---------- SOURCE INFORMATION ----------
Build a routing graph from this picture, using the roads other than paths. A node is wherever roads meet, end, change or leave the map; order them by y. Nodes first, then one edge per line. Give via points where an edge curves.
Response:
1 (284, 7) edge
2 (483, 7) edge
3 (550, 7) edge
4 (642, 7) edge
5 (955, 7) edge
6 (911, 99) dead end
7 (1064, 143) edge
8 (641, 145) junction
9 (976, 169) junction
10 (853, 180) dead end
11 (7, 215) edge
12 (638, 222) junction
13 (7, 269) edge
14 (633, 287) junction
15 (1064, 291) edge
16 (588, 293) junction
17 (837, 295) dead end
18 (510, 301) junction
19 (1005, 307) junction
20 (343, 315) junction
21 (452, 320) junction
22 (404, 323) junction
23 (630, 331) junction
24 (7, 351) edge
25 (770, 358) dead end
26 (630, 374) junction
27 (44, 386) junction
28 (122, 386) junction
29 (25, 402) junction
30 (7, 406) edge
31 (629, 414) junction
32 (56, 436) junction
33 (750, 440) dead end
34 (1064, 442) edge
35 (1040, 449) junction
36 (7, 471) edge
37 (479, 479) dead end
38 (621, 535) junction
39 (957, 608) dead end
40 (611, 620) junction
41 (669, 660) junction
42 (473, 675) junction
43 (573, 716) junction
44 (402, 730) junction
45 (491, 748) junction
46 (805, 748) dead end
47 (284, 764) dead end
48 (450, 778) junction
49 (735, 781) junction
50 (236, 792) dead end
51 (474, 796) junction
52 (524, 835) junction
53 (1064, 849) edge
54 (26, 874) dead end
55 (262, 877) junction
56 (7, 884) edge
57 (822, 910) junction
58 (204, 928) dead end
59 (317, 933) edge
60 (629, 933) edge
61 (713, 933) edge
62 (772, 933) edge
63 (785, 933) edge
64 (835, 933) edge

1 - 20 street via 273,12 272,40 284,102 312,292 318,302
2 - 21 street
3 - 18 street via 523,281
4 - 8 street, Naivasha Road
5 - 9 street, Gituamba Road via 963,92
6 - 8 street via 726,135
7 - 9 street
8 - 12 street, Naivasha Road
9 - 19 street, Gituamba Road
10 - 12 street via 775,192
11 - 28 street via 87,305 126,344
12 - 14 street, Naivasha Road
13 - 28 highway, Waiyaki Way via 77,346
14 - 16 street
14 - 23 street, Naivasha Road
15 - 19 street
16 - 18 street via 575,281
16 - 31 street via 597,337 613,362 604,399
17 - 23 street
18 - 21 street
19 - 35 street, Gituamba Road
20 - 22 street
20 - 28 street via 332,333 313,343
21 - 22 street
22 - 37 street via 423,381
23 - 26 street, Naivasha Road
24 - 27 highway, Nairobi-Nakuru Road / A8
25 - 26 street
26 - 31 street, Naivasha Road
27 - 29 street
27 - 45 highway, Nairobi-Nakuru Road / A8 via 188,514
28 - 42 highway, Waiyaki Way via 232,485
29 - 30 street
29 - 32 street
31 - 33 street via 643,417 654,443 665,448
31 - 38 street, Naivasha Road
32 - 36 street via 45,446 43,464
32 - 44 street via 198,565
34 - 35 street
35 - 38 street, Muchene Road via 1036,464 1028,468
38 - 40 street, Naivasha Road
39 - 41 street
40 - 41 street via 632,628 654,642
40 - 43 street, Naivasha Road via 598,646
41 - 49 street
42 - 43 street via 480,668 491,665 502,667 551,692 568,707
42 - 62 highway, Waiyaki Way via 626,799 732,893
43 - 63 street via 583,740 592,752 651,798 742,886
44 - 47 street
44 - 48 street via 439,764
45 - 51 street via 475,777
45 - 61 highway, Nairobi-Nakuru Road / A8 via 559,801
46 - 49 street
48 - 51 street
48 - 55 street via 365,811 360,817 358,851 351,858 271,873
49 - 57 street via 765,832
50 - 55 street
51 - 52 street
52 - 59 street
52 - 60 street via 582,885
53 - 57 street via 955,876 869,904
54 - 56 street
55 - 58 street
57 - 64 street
----------
**EXERCISE INSTRUCTIONS**
Count the lines in the records above that contain "Nairobi". Reply with the number only.

**OUTPUT OF THE EXERCISE**
3